Auch Hollands Stürmerlegende wurde durch Knieverletzungen zum Aufhören gezwungen. Danach wurde van Basten von allen Seiten bekniet, als Kommentator oder Kolumnist zu arbeiten, doch der sensible Star weigerte sich. Er fühle sich nicht imstande, auf der Bühne zu sitzen, weil ihn ständig das Gefühl verfolge, selbst auf den Rasen zu gehören.

Van Basten betrat jahrelang kein Stadion. So ausgeprägt ist das Trauma bei Matthias Sammer nicht. Doch auch der 34-Jährige hat Mechanismen entwickelt, um mit dem Unvermeidlichen fertig zu werden. Längst tut der Mann, der als leidenschaftlicher Fußballer mit unbändigem Temperament der Schrecken aller Gegenspieler und Schiedsrichter war, alles dafür, in neuer Position diesen wichtigen Bestandteil seiner Persönlichkeit zu verleugnen: Stets gibt er sich größte Mühe, möglichst besonnen und distanziert zu erscheinen. Dieses Verhalten ist ein Schutz vor der Gefahr, wieder zu tief in das Geschehen gezogen zu werden, dessen vitales Zentrum er so vermisst.

Offenbar lässt sich das Leiden Sammers leichter ertragen, indem er Distanz schafft. Auch wenn es schwer fällt und in ihm brodelt. Nur ganz selten verliert der Mann, von dem sein früherer Chef Ottmar Hitzfeld sagt, er habe „schon als Spieler analytisch und strategisch gedacht wie ein Trainer“, die selbst auferlegte Contenance. Wenn es in Ausnahmesituationen wie in Hamburg aus ihm herausbricht, bekommt der Betrachter eine Ahnung, dass der Spieler Sammer noch immer nicht richtig auf der Trainer- Seite angekommen ist.

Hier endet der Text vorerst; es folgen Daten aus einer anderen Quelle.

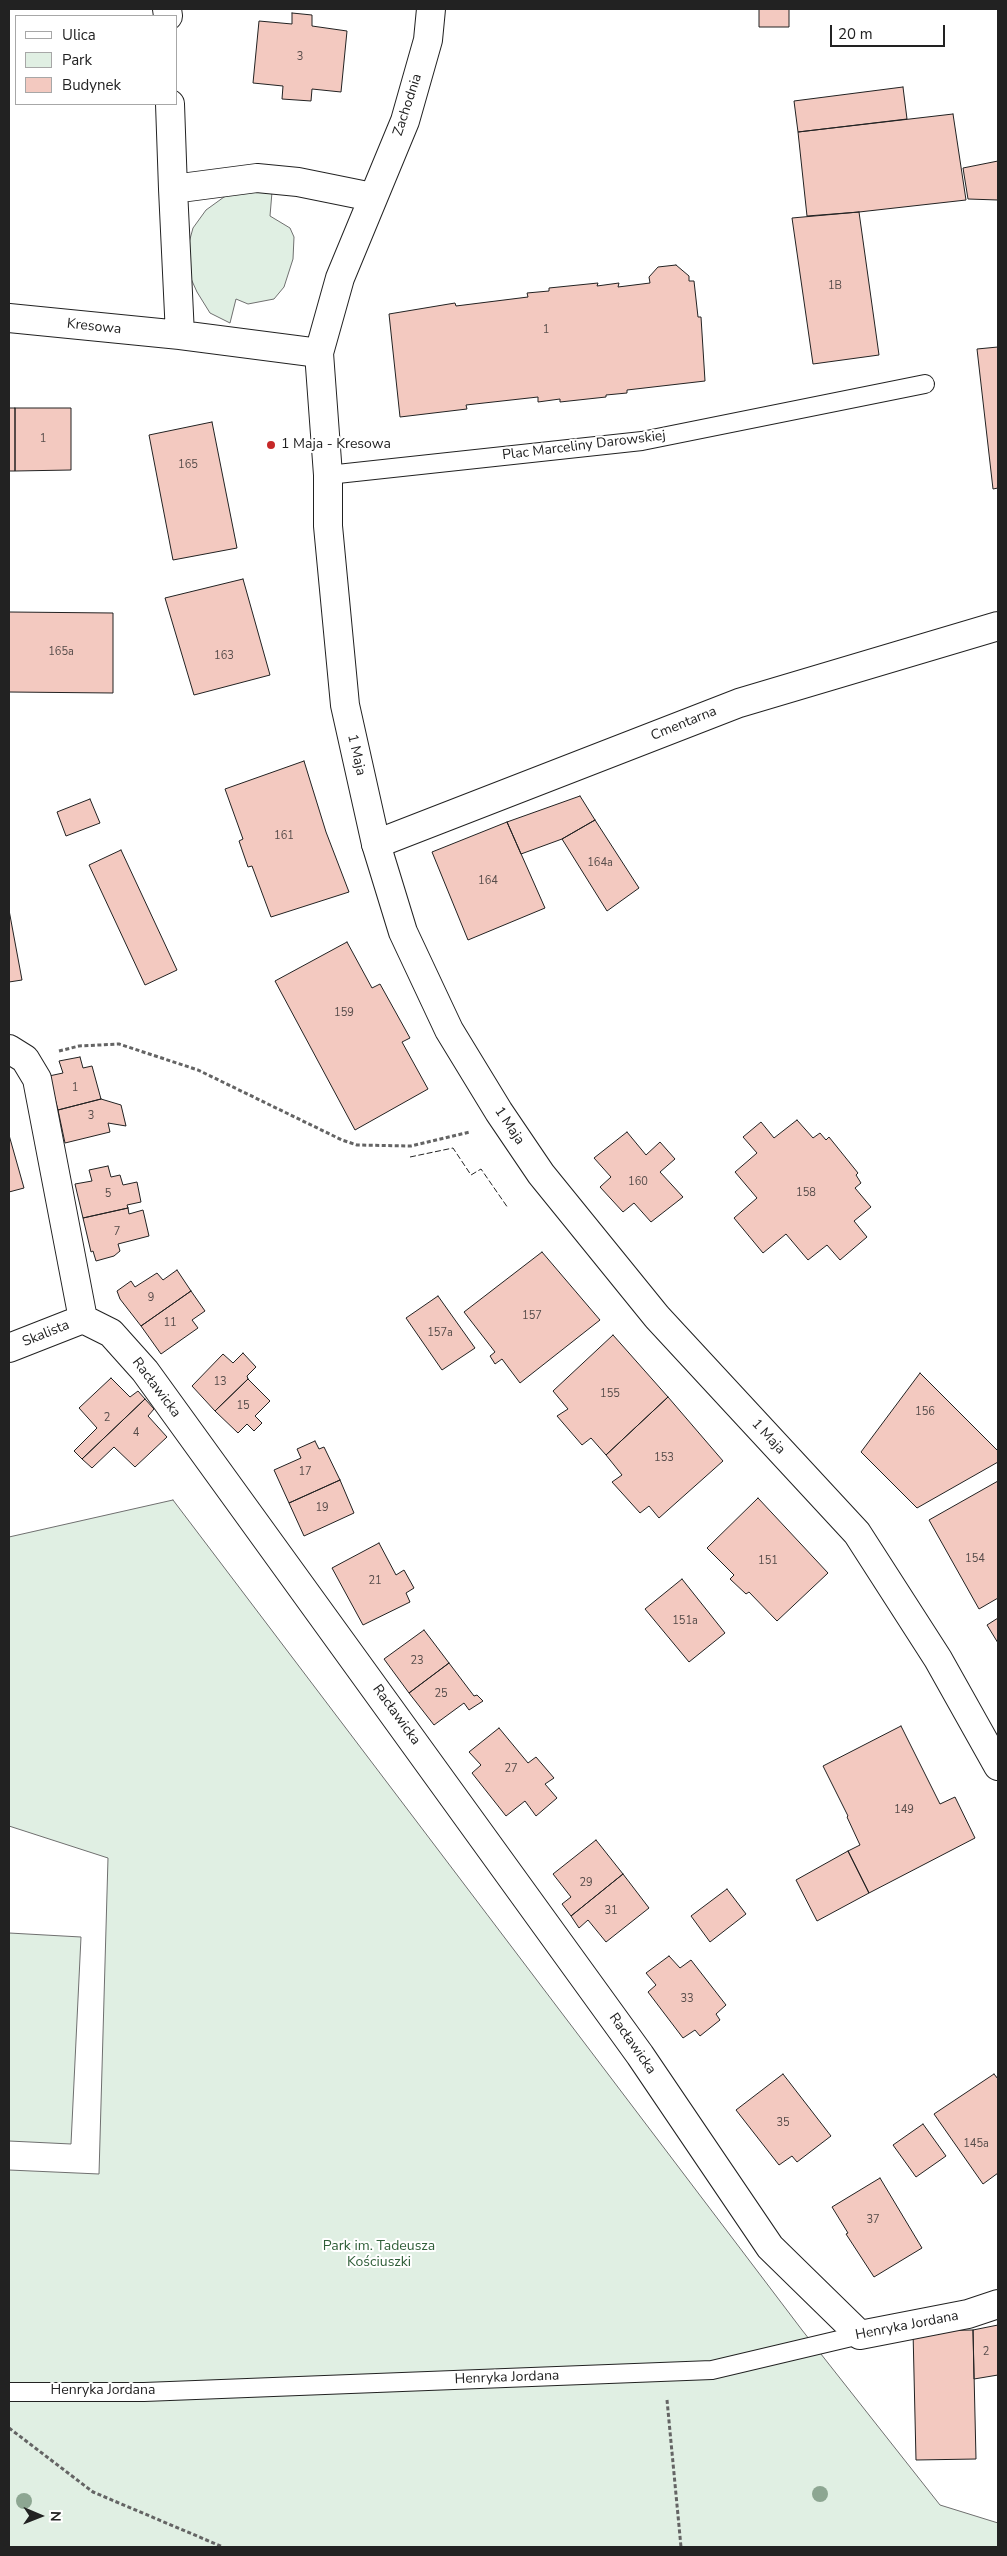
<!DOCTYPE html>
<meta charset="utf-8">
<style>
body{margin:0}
#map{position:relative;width:1007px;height:2556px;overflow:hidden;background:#fff;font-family:"Nunito Sans",sans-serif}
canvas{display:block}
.frame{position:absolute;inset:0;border:10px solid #222;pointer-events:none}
.legend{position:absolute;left:15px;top:15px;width:162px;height:90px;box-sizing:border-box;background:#fff;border:1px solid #a7a7a7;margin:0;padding:6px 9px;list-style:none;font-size:15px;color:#222}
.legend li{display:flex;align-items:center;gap:10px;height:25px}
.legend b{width:25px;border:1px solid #a7a7a7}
.north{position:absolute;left:15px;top:2491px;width:50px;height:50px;-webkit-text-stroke:4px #fff;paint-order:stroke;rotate:91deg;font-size:14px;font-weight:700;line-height:20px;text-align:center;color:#222}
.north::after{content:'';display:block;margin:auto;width:18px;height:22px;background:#222;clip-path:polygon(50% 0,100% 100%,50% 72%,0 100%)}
.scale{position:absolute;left:830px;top:25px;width:115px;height:22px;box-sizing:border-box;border:2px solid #222;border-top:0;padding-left:6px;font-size:15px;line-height:18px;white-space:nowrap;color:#222;-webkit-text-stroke:4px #fff;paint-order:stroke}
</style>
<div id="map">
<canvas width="1007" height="2556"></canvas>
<div class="frame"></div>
<ul class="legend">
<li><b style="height:6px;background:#fff"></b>Ulica</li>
<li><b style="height:14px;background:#e0efe3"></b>Park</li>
<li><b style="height:14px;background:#f3c9c0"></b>Budynek</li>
</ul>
<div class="north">N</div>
<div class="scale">20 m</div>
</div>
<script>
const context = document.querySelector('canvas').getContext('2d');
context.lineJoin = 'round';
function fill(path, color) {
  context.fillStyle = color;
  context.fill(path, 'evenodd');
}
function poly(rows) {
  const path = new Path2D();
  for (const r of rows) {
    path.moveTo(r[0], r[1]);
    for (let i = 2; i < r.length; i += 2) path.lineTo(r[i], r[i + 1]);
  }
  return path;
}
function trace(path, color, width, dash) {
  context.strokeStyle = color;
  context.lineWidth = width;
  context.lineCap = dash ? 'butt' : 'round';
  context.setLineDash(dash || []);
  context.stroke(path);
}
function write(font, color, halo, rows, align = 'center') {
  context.font = font + ' "Nunito Sans",sans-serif';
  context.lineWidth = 4;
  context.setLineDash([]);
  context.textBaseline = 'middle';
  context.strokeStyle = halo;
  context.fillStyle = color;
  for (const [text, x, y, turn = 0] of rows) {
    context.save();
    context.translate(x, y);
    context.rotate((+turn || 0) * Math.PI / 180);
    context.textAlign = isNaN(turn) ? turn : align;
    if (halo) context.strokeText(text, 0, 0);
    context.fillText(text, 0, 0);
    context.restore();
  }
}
const green = poly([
 [244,190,272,192,270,216,290,228,294,237,293,259,284,287,274,299,248,304,236,299,230,323,210,313,197,292,188,272,187,250,193,228,206,210,224,197,244,190],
 [173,1500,802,2330,940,2505,998,2523,998,2547,9,2547,9,2170,99,2174,108,1858,9,1826,9,1537,173,1500],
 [9,1933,81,1937,71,2144,9,2141,9,1933]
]);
const building = poly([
 [759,9,789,9,789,27,759,27,759,9],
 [292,13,312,15,312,26,347,31,341,92,312,89,311,101,282,99,283,86,253,83,259,21,292,24,292,13],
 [903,87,907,119,798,132,794,101,903,87],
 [953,114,966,200,859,212,807,216,798,132,953,114],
 [998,161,998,200,968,199,963,168,998,161],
 [859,212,879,355,813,364,792,218,859,212],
 [676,265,689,276,689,281,694,281,698,317,701,317,705,381,627,390,627,393,606,395,606,397,560,402,560,399,538,402,538,397,466,405,467,409,400,417,389,314,455,303,456,306,528,297,527,293,549,291,549,288,598,283,597,286,619,283,618,287,650,283,649,277,658,267,676,265],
 [998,347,998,488,993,489,977,349,998,347],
 [9,408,15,408,15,471,9,471,9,408],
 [15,408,71,408,71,470,15,471,15,408],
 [212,422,237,548,173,560,149,435,212,422],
 [243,579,270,675,194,695,165,598,243,579],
 [9,612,113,613,113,693,9,692,9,612],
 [304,761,326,832,349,892,271,917,252,866,248,867,239,841,243,839,225,789,304,761],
 [580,796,595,820,562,839,521,854,507,822,580,796],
 [90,799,100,823,66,836,57,812,90,799],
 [595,820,639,888,607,911,562,839,595,820],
 [507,822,545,908,468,940,432,852,507,822],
 [121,850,177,970,145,985,89,865,121,850],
 [9,910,22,980,9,982,9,910],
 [347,942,372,988,380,984,410,1038,402,1042,428,1089,355,1130,275,981,347,942],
 [80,1057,83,1068,92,1066,101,1099,58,1110,49,1076,63,1073,59,1061,80,1057],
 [101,1099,121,1105,126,1126,108,1123,110,1132,65,1143,58,1110,101,1099],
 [797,1120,813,1138,820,1133,826,1140,829,1137,858,1173,856,1175,861,1183,855,1188,871,1207,854,1221,867,1237,840,1260,827,1245,808,1260,786,1234,763,1253,734,1218,757,1198,735,1172,757,1153,743,1137,761,1122,774,1138,797,1120],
 [627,1132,646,1155,660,1142,675,1159,660,1172,683,1197,651,1222,634,1203,623,1212,600,1187,611,1177,594,1158,627,1132],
 [9,1135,24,1188,9,1192,9,1135],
 [108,1166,111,1177,120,1175,123,1185,137,1182,141,1202,127,1205,128,1208,83,1218,75,1184,92,1181,89,1170,108,1166],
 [128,1208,129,1214,143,1210,149,1236,118,1244,120,1251,114,1256,96,1261,93,1251,91,1252,83,1218,128,1208],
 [542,1252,600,1320,520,1383,502,1359,495,1364,490,1356,495,1352,464,1312,542,1252],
 [177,1270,191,1291,141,1326,120,1299,117,1291,131,1281,135,1287,157,1273,163,1280,177,1270],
 [191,1291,205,1311,192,1320,198,1328,161,1354,141,1326,191,1291],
 [438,1296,475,1348,442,1370,406,1318,438,1296],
 [613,1335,668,1397,606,1455,591,1438,582,1445,557,1416,568,1409,553,1391,613,1335],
 [243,1353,256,1367,247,1376,248,1379,215,1411,192,1386,223,1354,233,1363,243,1353],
 [920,1373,998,1451,998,1462,917,1508,861,1452,920,1373],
 [111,1378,130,1397,138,1391,145,1399,82,1459,74,1451,97,1428,79,1408,111,1378],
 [248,1379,270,1401,255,1416,262,1423,254,1431,247,1424,238,1433,215,1411,248,1379],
 [668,1397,723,1461,659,1518,649,1506,640,1513,612,1482,622,1475,606,1455,668,1397],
 [145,1399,154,1409,148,1416,167,1437,135,1467,114,1447,92,1468,82,1459,145,1399],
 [315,1441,319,1449,324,1447,340,1480,289,1503,274,1470,301,1458,297,1449,315,1441],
 [340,1480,354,1513,304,1536,289,1503,340,1480],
 [998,1481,998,1598,979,1609,929,1520,998,1481],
 [758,1498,828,1573,777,1621,749,1592,746,1594,730,1579,734,1575,707,1548,758,1498],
 [379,1543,396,1575,404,1570,414,1588,406,1593,410,1602,363,1625,332,1568,379,1543],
 [682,1579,725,1633,689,1662,645,1609,682,1579],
 [998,1618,998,1643,987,1625,998,1618],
 [424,1630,449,1663,409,1693,384,1659,424,1630],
 [449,1663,474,1696,477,1695,483,1701,469,1710,464,1703,434,1725,409,1693,449,1663],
 [901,1726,940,1804,955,1797,975,1838,869,1893,848,1851,860,1845,847,1817,848,1816,823,1766,901,1726],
 [499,1728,528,1763,536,1757,554,1778,545,1784,557,1798,536,1816,525,1801,506,1816,472,1773,481,1765,469,1752,499,1728],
 [596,1840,623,1874,571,1916,562,1904,571,1897,553,1874,596,1840],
 [848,1851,869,1893,817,1921,796,1880,848,1851],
 [623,1874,649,1908,606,1942,588,1920,579,1928,571,1916,623,1874],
 [727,1889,746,1914,710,1942,691,1916,727,1889],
 [669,1956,680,1968,691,1960,726,2005,716,2014,720,2020,700,2036,695,2030,683,2038,648,1992,656,1985,646,1973,669,1956],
 [783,2074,831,2136,797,2162,792,2156,779,2165,736,2110,783,2074],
 [994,2074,998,2079,998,2173,983,2184,934,2114,994,2074],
 [923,2124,946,2156,916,2177,893,2145,923,2124],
 [880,2178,922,2248,874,2277,846,2234,848,2233,832,2207,880,2178],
 [998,2325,998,2375,974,2379,973,2330,998,2325],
 [973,2330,976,2459,916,2460,913,2331,973,2330]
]);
const path = poly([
 [59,1051,79,1046,119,1044,198,1070,342,1140,357,1145,411,1146,470,1132],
 [667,2400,681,2547],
 [9,2428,93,2492,223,2547]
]);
const lane = poly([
 [328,475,642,441,925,384],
 [9,2392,144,2392,712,2370,860,2335]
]);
const street = poly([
 [167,9,168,16],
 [170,104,173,189],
 [9,318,180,335,319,353],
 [180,335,173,189,257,178,298,182,372,197],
 [376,844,739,703,998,626],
 [9,1049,25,1059,37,1079,83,1319,111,1333,145,1371,640,2055,770,2247,860,2335,968,2314,998,2304],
 [9,1348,83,1319]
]);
const secondary = poly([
 [431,9,428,40,405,121,340,278,319,353,328,475,328,526,345,705,376,844,403,932,449,1030,499,1112,541,1174,657,1317,857,1533,938,1659,998,1766]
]);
const fence = poly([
 [410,1157,453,1148,471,1175,481,1169,508,1208]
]);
const trees = [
 [820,2494],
 [24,2501]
];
const markers = [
 [271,445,5,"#c62828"]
];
const numberNames = [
 ["3",300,57],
 ["1B",835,286],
 ["1",546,330],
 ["1",43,439],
 ["165",188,465],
 ["165a",61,652],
 ["163",224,656],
 ["161",284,836],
 ["164a",600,863],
 ["164",488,881],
 ["159",344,1013],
 ["1",75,1088],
 ["3",91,1116],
 ["160",638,1182],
 ["158",806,1193],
 ["5",108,1194],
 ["7",117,1232],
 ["9",151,1298],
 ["157",532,1316],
 ["11",170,1323],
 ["157a",440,1333],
 ["13",220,1382],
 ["155",610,1394],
 ["15",243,1406],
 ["156",925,1412],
 ["2",107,1418],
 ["4",136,1433],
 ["153",664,1458],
 ["17",305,1472],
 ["19",322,1508],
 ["154",975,1559],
 ["151",768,1561],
 ["21",375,1581],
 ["151a",685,1621],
 ["23",417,1661],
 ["25",441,1694],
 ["27",511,1769],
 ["149",904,1810],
 ["29",586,1883],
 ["31",611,1911],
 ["33",687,1999],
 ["35",783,2123],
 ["145a",976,2144],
 ["37",873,2220],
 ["2",986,2352]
];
const streetNames = [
 ["Zachodnia",408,105,-72],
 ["Kresowa",94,327,6],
 ["Plac Marceliny Darowskiej",584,446,-7],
 ["Cmentarna",684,724,-22],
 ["1 Maja",356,755,77],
 ["1 Maja",509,1126,56],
 ["Skalista",46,1334,-22],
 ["Racławicka",156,1388,53],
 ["1 Maja",768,1437,47],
 ["Racławicka",396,1715,54],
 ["Racławicka",632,2044,55],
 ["Henryka Jordana",907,2326,-11],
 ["Henryka Jordana",507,2378,-2],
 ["Henryka Jordana",103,2391]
];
const poiNames = [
 ["1 Maja - Kresowa",281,445]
];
const parkNames = [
 ["Park im. Tadeusza",379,2247],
 ["Kościuszki",379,2263]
];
fill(green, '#e0efe3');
trace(green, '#6f6f6f', 1);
fill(building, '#f3c9c0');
trace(building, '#222', 1);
trace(lane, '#222', 20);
trace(street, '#222', 30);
trace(secondary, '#222', 30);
trace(path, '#646464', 3, [4, 2.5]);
trace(lane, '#fff', 18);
trace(street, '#fff', 28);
trace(secondary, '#fff', 28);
trace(fence, '#222', 1, [6, 2.5]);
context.fillStyle = '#8da692';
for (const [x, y] of trees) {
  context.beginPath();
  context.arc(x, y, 8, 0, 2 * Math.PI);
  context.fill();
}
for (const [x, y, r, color] of markers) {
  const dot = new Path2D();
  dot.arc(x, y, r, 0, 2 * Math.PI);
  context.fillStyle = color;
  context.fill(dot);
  trace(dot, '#fff', 2);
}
write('11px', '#564c4a', null, numberNames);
write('14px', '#222', '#fff', streetNames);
write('14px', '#222', '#fff', poiNames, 'left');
write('14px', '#2f5e38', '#fff', parkNames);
</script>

Das ist die eine Seite. Die andere zeigt einen Mann, der sich früher als „Bauchmensch“ charakterisiert hat und heute über sich sagt: „Ich fürchte, bei mir gehen die Dinge mittlerweile auch sehr stark durch den Kopf.“ Dann kommen Aussagen zustande wie nach dem aufregenden Spiel gegen Köln, das Dortmund nur dank eines unberechtigten Foulelfmeters gewonnen hatte, was die ganze Fußballnation gegen den Klub aufbrachte. In dieser brodelnden Situation wünschte sich Sammer „für die Zukunft mehr Sachlichkeit, auch wenn das wohl ein bisschen blauäugig ist".

Sammer verfolgt konsequent den Weg, den er als Trainer eingeschlagen hat. Auch in der jetzigen Phase, in der sich die Saison dramatisch zugespitzt hat und seine Mannschaft in den letzten beiden Partien gegen Bremen und Rotterdam zwei Titel gewinnen oder aber auch verlieren kann. Sammer bleibt sich treu. Viele mögen ihn als ewigen Nörgler geißeln, die Zurückhaltung hat auch ihre guten Seiten. So hat sich Matthias Sammer nach anfänglichem Geplänkel aus den verbalen Scharmützel mit Klaus Toppmöller in den vergangenen Wochen herausgehalten. Aus der Überzeugung heraus, dass „dies gerade in der jetzigen Zeit, in der Fußball ein Imageproblem hat, schädlich ist". Seitdem hat er die Abteilung Attacke bei der Borussia lieber Manager Michael Meier und Präsident Gerd Niebaum überlassen. Und die Wertschätzung, die ihm der Kollege Toppmöller versagt, bekommt er von anderen Leverkusenern. Der Leverkusener Stürmer Ulf Kirsten hält Sammer längst für höhere Aufgaben geeignet: „Wenn Rudi Völler nach 2006 nicht mehr weiter machen sollte, dann wäre Matthias der ideale Bundestrainer."